She shivered, knowing he could be lurking outside the tent at this very moment. “What did he look like?”

Derek hesitated, then described him. The stranger was too much like a character in a late-night movie.
The kind where a scientist travels back in time and discovers a lost civilization. Crude deerskin pants and a poncho-type shirt, homemade boots, scruffy fur cap and gloves.

“It doesn’t matter what he looks like.” Derek finished, and glanced toward the cabin. “He’s trying to help us.”

“Said the spider to the fly,” Cody said.

“You’re just paranoid,” he said. “Because of that kidnapping.”

Cody sighed, remembering Ginny Martin, the curly-haired little girl who had been snatched from her bed in the middle of the night. The Martins lived only a few miles from Cody’s house. Even after a year, the family didn’t know what had happened to her. “And you’re too trusting of strangers.”

Derek quit trying to convince her that the man wasn’t a threat. He changed the subject by shining his flashlight on his new project. Part of a torn T-shirt was stretched tightly over a board and secured with old nails. He’d used charred firewood to sketch in the fjord, from Yakutat to Hubbard Glacier at Disenchantment Bay. “I made this map while you were sick.”

She saw an X at their first camp. “You were reciting what’s happened to us out here.”

“Yeah, the map goes with my story.”

“I bet one of the papers in Alaska would publish it.”

“You really think so?”

“Maybe even the
Californian
.” That was the big paper in Bakersfield.

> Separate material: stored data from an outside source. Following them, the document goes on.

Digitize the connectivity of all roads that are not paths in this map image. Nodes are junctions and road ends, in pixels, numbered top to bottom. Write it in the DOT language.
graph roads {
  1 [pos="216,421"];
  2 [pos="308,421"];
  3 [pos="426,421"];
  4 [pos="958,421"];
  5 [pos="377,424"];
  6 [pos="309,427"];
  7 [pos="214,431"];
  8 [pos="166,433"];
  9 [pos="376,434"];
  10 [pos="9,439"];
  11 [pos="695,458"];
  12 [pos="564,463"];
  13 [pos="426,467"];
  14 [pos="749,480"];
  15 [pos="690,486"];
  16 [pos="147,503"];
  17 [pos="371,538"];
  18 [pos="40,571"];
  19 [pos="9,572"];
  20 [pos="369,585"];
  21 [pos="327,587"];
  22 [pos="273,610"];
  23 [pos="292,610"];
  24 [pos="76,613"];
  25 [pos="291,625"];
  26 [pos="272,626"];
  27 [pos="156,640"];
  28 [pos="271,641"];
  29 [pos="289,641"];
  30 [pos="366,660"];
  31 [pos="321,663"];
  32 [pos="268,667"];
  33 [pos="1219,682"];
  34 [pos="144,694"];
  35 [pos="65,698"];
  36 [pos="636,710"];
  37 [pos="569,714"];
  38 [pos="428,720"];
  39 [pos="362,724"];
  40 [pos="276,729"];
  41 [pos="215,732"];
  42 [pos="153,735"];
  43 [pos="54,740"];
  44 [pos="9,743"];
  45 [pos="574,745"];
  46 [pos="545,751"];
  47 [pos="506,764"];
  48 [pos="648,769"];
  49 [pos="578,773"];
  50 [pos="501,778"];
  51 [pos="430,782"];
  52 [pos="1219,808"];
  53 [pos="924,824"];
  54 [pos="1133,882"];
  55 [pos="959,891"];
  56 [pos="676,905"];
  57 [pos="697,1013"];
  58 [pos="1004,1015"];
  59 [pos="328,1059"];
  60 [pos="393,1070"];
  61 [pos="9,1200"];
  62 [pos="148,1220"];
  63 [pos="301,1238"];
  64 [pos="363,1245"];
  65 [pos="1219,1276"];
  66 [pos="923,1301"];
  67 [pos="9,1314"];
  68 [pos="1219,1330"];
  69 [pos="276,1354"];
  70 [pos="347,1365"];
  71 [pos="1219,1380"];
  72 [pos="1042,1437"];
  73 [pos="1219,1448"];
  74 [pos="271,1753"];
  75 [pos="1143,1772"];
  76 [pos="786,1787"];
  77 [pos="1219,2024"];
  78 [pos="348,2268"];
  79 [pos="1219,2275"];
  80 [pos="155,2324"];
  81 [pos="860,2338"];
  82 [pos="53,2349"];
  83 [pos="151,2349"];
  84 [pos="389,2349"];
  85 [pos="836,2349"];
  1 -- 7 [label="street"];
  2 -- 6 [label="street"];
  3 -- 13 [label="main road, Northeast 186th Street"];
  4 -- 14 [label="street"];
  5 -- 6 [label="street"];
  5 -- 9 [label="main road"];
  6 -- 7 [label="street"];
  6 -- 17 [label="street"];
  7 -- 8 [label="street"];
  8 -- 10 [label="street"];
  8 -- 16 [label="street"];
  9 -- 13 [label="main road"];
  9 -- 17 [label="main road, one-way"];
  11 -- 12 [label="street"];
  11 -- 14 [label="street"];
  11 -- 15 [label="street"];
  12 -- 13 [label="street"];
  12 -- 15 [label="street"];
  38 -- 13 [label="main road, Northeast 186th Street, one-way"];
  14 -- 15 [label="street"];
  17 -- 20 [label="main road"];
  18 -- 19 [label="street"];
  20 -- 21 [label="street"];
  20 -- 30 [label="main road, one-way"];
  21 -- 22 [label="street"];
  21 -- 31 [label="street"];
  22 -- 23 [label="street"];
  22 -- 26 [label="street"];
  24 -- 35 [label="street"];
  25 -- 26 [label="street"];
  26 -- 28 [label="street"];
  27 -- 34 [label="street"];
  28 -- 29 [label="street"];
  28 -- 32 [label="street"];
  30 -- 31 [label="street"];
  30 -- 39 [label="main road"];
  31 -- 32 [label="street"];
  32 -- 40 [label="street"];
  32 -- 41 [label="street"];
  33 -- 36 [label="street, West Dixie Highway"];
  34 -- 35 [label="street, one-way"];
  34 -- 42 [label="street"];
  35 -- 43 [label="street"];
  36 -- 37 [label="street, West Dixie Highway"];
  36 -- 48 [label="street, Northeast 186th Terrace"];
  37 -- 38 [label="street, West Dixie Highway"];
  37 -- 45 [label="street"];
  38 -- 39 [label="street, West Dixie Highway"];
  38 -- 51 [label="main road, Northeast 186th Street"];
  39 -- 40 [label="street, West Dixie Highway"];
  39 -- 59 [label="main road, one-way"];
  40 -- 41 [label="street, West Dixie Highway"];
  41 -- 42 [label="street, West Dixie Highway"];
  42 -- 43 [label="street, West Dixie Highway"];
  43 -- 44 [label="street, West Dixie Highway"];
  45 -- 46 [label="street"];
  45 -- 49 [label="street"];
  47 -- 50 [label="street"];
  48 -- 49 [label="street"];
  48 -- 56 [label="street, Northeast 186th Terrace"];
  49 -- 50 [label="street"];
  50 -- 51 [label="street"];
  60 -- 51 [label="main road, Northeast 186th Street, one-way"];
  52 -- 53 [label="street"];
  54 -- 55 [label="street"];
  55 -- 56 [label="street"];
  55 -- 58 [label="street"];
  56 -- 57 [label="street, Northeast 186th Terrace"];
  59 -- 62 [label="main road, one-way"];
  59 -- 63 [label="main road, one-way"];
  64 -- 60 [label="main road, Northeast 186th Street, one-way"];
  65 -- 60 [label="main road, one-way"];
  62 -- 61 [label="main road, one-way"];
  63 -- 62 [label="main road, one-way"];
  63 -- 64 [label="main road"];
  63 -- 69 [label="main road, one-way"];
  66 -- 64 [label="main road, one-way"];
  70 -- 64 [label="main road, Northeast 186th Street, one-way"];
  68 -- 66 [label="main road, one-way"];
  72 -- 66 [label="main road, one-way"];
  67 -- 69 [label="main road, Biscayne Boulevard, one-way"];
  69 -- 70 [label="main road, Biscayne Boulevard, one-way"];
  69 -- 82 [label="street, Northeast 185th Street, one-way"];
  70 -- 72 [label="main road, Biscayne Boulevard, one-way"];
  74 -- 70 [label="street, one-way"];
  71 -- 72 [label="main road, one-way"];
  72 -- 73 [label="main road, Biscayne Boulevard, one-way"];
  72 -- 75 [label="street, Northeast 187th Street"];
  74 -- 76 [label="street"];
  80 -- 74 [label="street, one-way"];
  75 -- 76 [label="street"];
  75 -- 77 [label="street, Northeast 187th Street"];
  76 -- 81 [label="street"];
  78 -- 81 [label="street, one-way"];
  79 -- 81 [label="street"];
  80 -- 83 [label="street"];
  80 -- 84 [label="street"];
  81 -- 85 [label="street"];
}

Cody knotted her hair into a fist, which fell lopsided over one ear. Dried salt water mixed with sweat and dirt had made her hair coarse and stiff.

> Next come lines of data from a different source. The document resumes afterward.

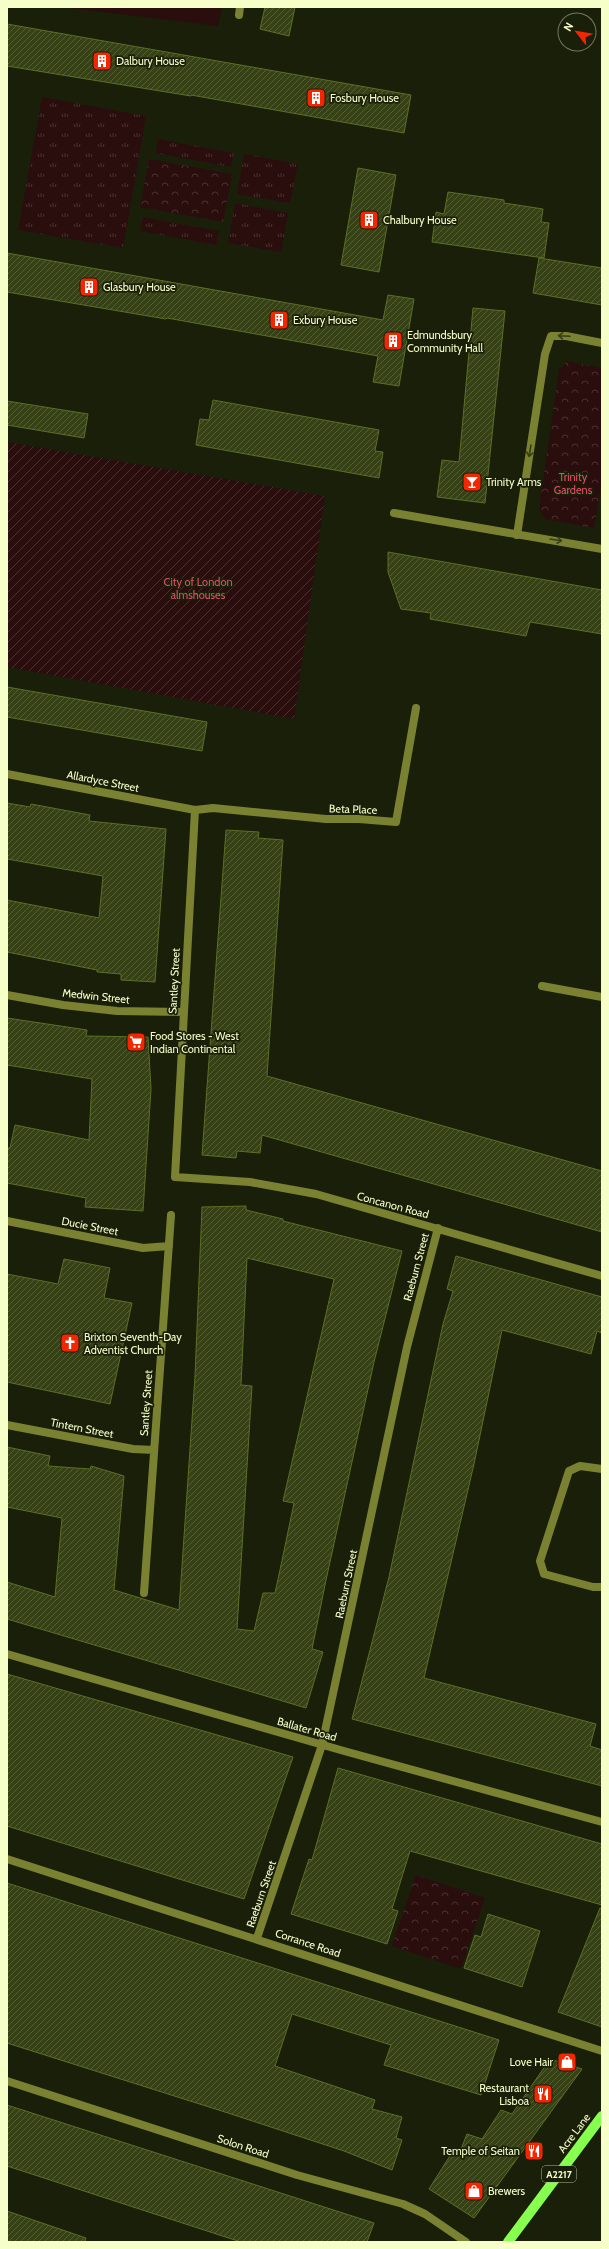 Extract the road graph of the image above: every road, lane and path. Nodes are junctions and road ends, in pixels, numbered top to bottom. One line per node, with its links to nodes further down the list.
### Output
1 (602, 343): 3 (street, one-way to 3)
2 (394, 513): 3 (street)
3 (517, 535): 4 (street, one-way to 4)
4 (602, 549)
5 (416, 708): 7 (street, Beta Place)
6 (7, 774): 7 (street, Allardyce Street)
7 (195, 810): 11 (street, Santley Street)
8 (542, 986): 10 (street)
9 (7, 995): 11 (street, Medwin Street)
10 (602, 997)
11 (183, 1012): 12 (street, Santley Street)
12 (175, 1177): 15 (street, Concanon Road)
13 (171, 1215): 16 (street, Santley Street)
14 (7, 1221): 16 (street, Ducie Street)
15 (438, 1228): 17 (street, Concanon Road); 24 (street, Raeburn Street)
16 (169, 1246): 19 (street, Santley Street)
17 (602, 1276)
18 (7, 1425): 19 (street, Tintern Street)
19 (154, 1450): 22 (street, Santley Street)
20 (602, 1469): 21 (street)
21 (602, 1586)
22 (144, 1593)
23 (7, 1654): 24 (street, Ballater Road)
24 (322, 1745): 25 (street, Ballater Road); 27 (street, Raeburn Street)
25 (602, 1822)
26 (7, 1859): 27 (street, Corrance Road)
27 (257, 1938): 28 (street, Corrance Road)
28 (602, 2051)
29 (7, 2081): 31 (street, Solon Road)
30 (602, 2116): 32 (main road, Acre Lane / A2217)
31 (466, 2242)
32 (508, 2242) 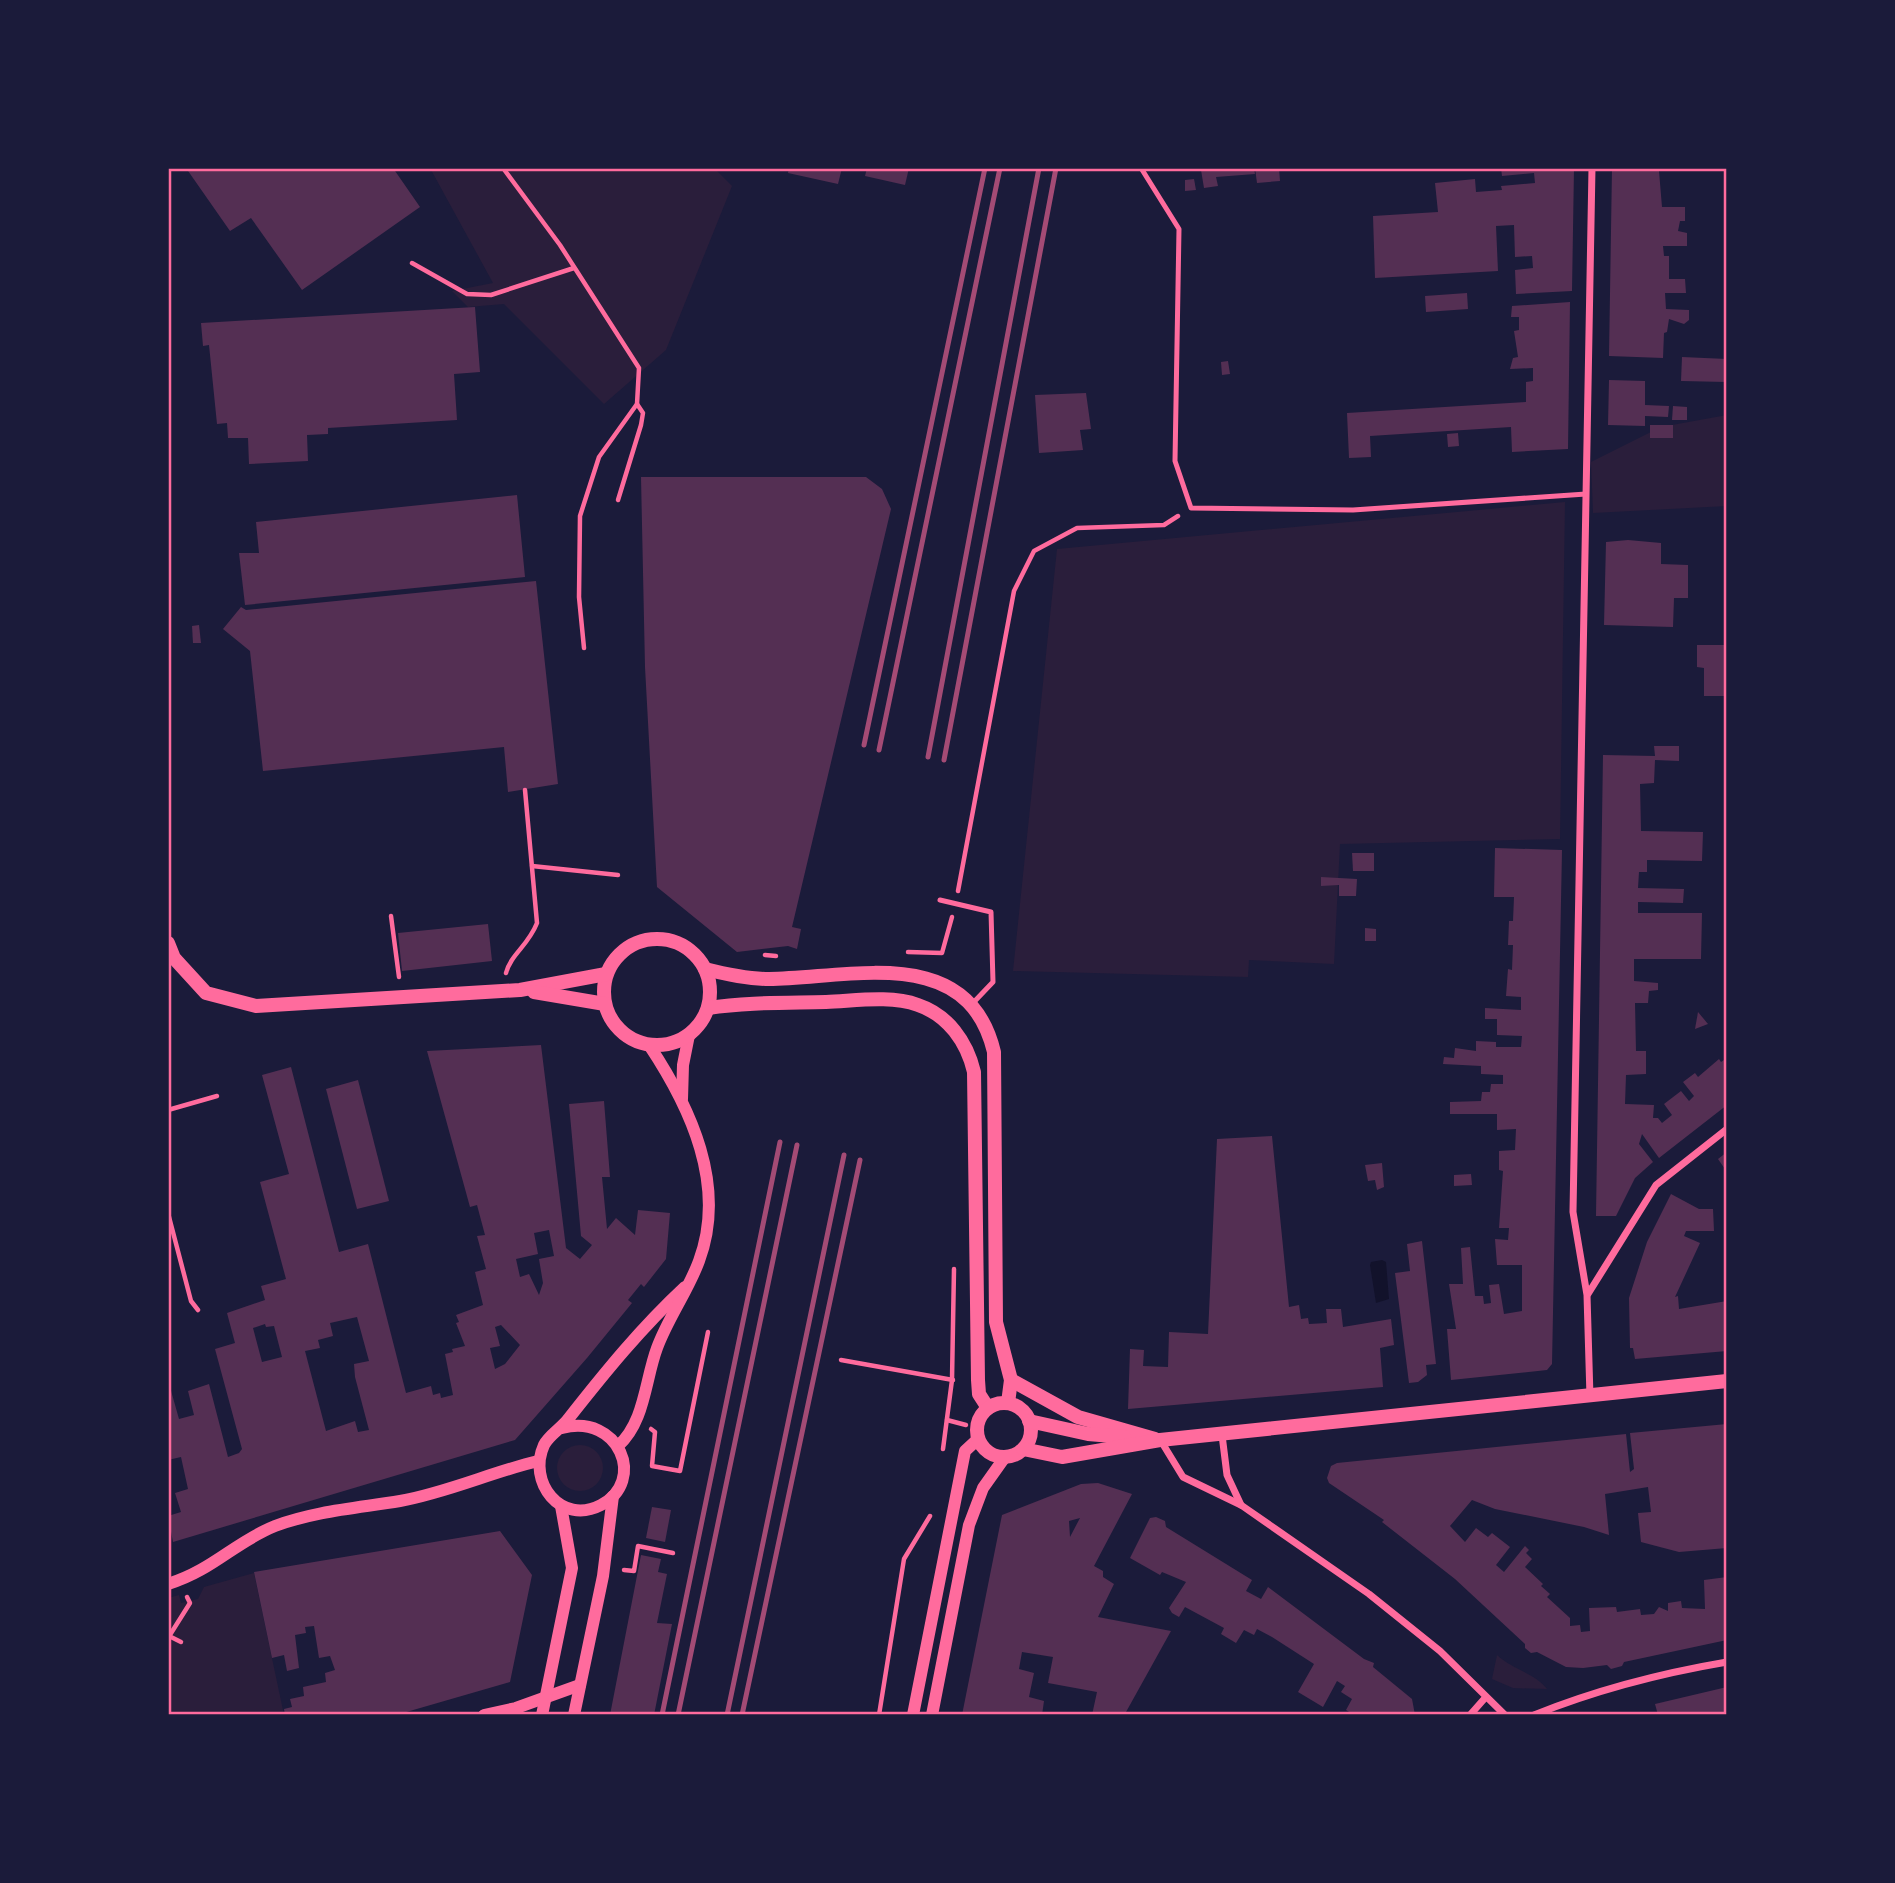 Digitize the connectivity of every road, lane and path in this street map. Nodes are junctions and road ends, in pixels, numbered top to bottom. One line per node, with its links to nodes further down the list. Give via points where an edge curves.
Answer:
1 (503, 168): 5 (path)
2 (1141, 168): 9 (lane, via 1179,229 1175,461)
3 (1592, 168): 7 (street)
4 (412, 263): 5 (path, via 467,294 491,295)
5 (574, 268): 6 (path, via 639,369)
6 (637, 404): 8 (path, via 643,413 641,425); 10 (path, via 599,457 580,516)
7 (1586, 494): 9 (lane, via 1353,510); 36 (street, via 1573,1212)
8 (618, 500)
9 (1191, 508): 15 (path, via 1164,524 1077,528 1034,551 1014,591)
10 (584, 648)
11 (525, 790): 12 (path)
12 (532, 866): 13 (path); 22 (path, via 537,923 530,942 509,961)
13 (618, 875)
14 (940, 900): 15 (lane)
15 (956, 903): 18 (path, via 942,953); 25 (lane, via 991,912 993,982)
16 (391, 916): 19 (path)
17 (168, 943): 23 (main road, via 174,958 206,993 256,1006)
18 (930, 952)
19 (398, 967)
20 (705, 969): 21 (main road, via 686,948 659,939 622,951); 25 (main road, via 789,978 890,973 925,977 957,991); 26 (main road)
21 (606, 974): 23 (main road); 24 (main road)
22 (505, 975)
23 (520, 990): 24 (main road)
24 (605, 1004): 28 (main road, via 622,1033)
25 (972, 1004): 41 (main road, via 983,1019 993,1052 996,1322)
26 (708, 1008): 27 (main road); 42 (main road, via 881,1000 919,1005 950,1026 970,1053 974,1072)
27 (689, 1035): 28 (main road, via 672,1044); 30 (street)
28 (649, 1045): 30 (street)
29 (216, 1096): 31 (path)
30 (682, 1099): 35 (street, via 703,1158 710,1203 699,1262)
31 (168, 1110)
32 (1727, 1129): 36 (street, via 1656,1185)
33 (168, 1213): 37 (path, via 191,1301)
34 (954, 1257): 40 (path)
35 (685, 1287): 49 (street, via 606,1369); 54 (street, via 660,1340 637,1419)
36 (1587, 1295): 44 (street)
37 (198, 1310)
38 (708, 1332): 50 (path, via 680,1471 652,1466)
39 (841, 1360): 40 (path)
40 (952, 1380): 42 (path); 47 (path)
41 (1011, 1380): 45 (main road); 53 (main road, via 1078,1417)
42 (978, 1381): 46 (main road, via 979,1394)
43 (1727, 1381): 44 (main road)
44 (1590, 1397): 52 (main road)
45 (1008, 1403): 46 (main road); 48 (main road, via 1024,1411)
46 (988, 1408): 51 (main road, via 980,1417)
47 (947, 1420): 51 (path); 57 (path)
48 (1030, 1421): 53 (main road, via 1088,1434); 55 (main road, via 1029,1441)
49 (562, 1428): 54 (street, via 593,1426); 58 (street, via 545,1442)
50 (655, 1432)
51 (977, 1434): 56 (main road, via 989,1453); 76 (street, via 965,1451)
52 (1222, 1435): 53 (main road); 60 (street, via 1227,1475)
53 (1160, 1440): 55 (main road, via 1062,1457); 60 (street, via 1183,1477)
54 (618, 1446): 59 (street, via 624,1463 622,1481)
55 (1023, 1449): 56 (main road)
56 (1005, 1457): 77 (street, via 983,1488 969,1525)
57 (942, 1460)
58 (538, 1461): 61 (street, via 539,1479 547,1495); 65 (street, via 401,1501 364,1504 278,1525 255,1535 205,1570)
59 (613, 1496): 61 (street, via 589,1510); 69 (street, via 603,1576)
60 (1241, 1505): 71 (street, via 1369,1594 1440,1651)
61 (561, 1506): 70 (street, via 572,1567)
62 (931, 1514): 75 (path, via 904,1559)
63 (673, 1553): 64 (path, via 638,1546 634,1571)
64 (624, 1570)
65 (174, 1582): 66 (path, via 190,1603)
66 (168, 1636): 67 (path)
67 (181, 1642)
68 (1727, 1662): 80 (street, via 1618,1687)
69 (580, 1685): 70 (street); 74 (street)
70 (545, 1698): 72 (street); 73 (street)
71 (1485, 1698): 78 (street); 79 (street)
72 (484, 1715)
73 (542, 1715)
74 (574, 1715)
75 (878, 1715)
76 (913, 1715)
77 (932, 1715)
78 (1470, 1715)
79 (1505, 1715)
80 (1535, 1715)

Outside, the sky had started to lighten up.
At least the storm’s over
, she told herself.
Mom’s found the note by now and a rescue party will be on its way at first light. All we have to do is build a fire and stay put until a pilot spots the smoke
.

Cody fell into the warm folds of her sleeping bag. “You still haven’t told me what the poacher said.”

“He didn’t talk. I did. I thanked him for the food.”

“Are you nuts?” She couldn’t believe Derek wasn’t more suspicious of a stranger in the wilderness. Especially someone dressed in skins. “No wonder your mom worries so much about you.”

“Maybe if you talked to him you wouldn’t be so scared.”

“I’m not scared,” she said quickly. “I’ll start socializing with poachers when the fjord freezes over.”

Derek sighed, settling deeper into his bag.

Cody wouldn’t talk about it anymore. In a little while they’d build a roaring fire. Under a clear sky, smoke would be visible for miles. “Yakutat.” She rolled it around on her tongue. Hot shower, hot meal. She’d sell her soul for the shower alone. No, a toothbrush. Brushing her teeth would even beat a shower.

“Let’s not wait on the fire,” she said. “Let’s get it going now.”

• • •

Cody huddled with her back to the fire pit, shielding her eyes from the heat and light. She’d pulled her knotted hair through the back of No Fear; the brim shaded her eyes. Maybe she’d rub mud high on her cheekbones. That was what Patterson did when he played football to absorb the beams off stadium lights.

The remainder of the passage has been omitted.